Pamela Dunlap (“Dunlap”) and Community Bank of Louisiana (“the
Bank”) return in their ongoing dispute of funds held by the Bank, this time
over the availability and amount of the award to the Bank of attorney fees
and court costs. The underlying dispute between Dunlap and the Bank over
ownership of funds was resolved in Dunlap v. Cmty. Bank of La., 55,695
(La. App. 2 Cir. 06/05/24), 387 So. 3d 952). Subsequently, the Bank sought
to recover contractual attorney fees arising from the dispute, which the trial
court awarded in part. Dunlap appealed, arguing that the claim was not
properly pled or reserved below, and that the claim is barred by res judicata.
The Bank answered the appeal, claiming entitlement to the full amount of
attorney fees incurred. For reasons more fully detailed below, we affirm the
trial court’s award of attorney fees, reject increasing the previous award of
attorney fees, but do award additional attorney fees to the Bank in the
amount of $7,500 arising from Dunlap’s appeals.
FACTS AND PROCEDURAL HISTORY
Pamela Dunlap alleges she and her father visited the Gloster branch of
the Bank on March 4, 2021, because it was her father’s intention to donate to
Dunlap over one million dollars held in his money market deposit account
and four certificate of deposit accounts with the Bank. She alleges they
communicated to the Bank their desire for her father to add her as an owner
to the accounts and to donate those funds to her, or, alternatively, to create a
transfer of the accounts upon her father’s death to Dunlap. After the death of
her father Dunlap filed a petition against the Bank, alleging, among other
things, that the Bank failed to set up, advise, or ensure that her father fully and legally donated the sums in the accounts to her.
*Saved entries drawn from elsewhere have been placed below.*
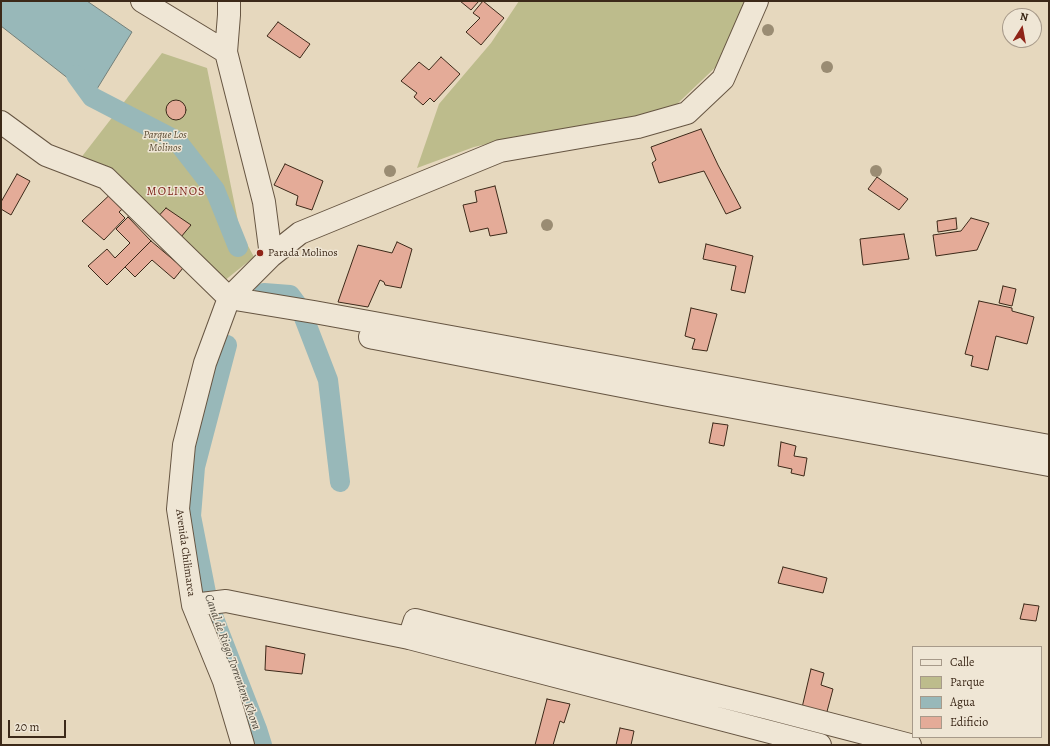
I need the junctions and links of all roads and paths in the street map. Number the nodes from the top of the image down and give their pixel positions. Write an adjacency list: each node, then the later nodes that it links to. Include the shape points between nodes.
1 (142, 1): 4 (street)
2 (229, 1): 4 (street)
3 (757, 1): 6 (street, Avenida Chilimarca, via 723,79 687,113 638,127 500,151 300,233)
4 (226, 52): 6 (street, via 264,202)
5 (1, 122): 7 (street, via 46,155 106,178)
6 (271, 256): 7 (street, Avenida Chilimarca)
7 (229, 298): 8 (street); 11 (street, Avenida Chilimarca, via 205,363 184,445 178,509)
8 (314, 312): 9 (street); 10 (street, via 374,338)
9 (1049, 446)
10 (1049, 465)
11 (193, 605): 12 (street, via 226,601); 13 (street, Avenida Chilimarca, via 224,681)
12 (409, 638): 14 (street); 15 (street, via 415,620)
13 (243, 745)
14 (820, 745)
15 (910, 745)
Dunlap alleged that the
Bank’s negligent misrepresentations during her prior visit breached the duty
owed to her by the Bank.
In response, the Bank filed its first exception of no cause of action,
which was sustained by the trial court.1 The trial court provided Dunlap
with the opportunity to amend her petition, and Dunlap filed a second
supplemental and restated petition. In response the Bank filed its second
exception of no cause of action. In its second exception of no cause of
action, the Bank expressly reserved any claim it may have to attorney fees as
follows:
Community Bank therefore respectfully prays that this Court: […] reserve unto Community Bank any and all claims and rights it has against Plaintiff and/or other parties in interest, including without limitation: 2) Community Bank’s claim for attorneys’ fees and expenses in connection with this proceeding and related proceedings [.]
The Bank’s reservation was repeated in its memorandum in support of the
peremptory exception.
After a hearing on the second peremptory exception,2 the trial court
sustained the exception and dismissed Dunlap’s lawsuit with prejudice. It is
from that final judgment that Dunlap previously filed a devolutive appeal
before this court. See Dunlap, supra. In that appeal,3 this Court affirmed
the trial court’s grant of the Bank’s exception of no cause of action
dismissing this case with prejudice. The judgment4 from the trial court
1 March 4, 2023 2 August 17, 2023 3 June 5, 2024 4 August 17, 2023
2 sustaining the exception did not mention attorney fees, and this Court did not
address the issue in that appeal.
While the first appeal was pending and before this Court’s final
judgment was issued, the Bank filed5 in the trial court a “motion to set
attorney fees and tax costs,” pursuant to La. C. C. P. art. 2088. Introduced
as evidence at the hearing6 on that motion was the Account Agreement
incorporated in the documents signed by Dunlap and her father when they
originally visited the bank in March 2021, adding Dunlap to his accounts.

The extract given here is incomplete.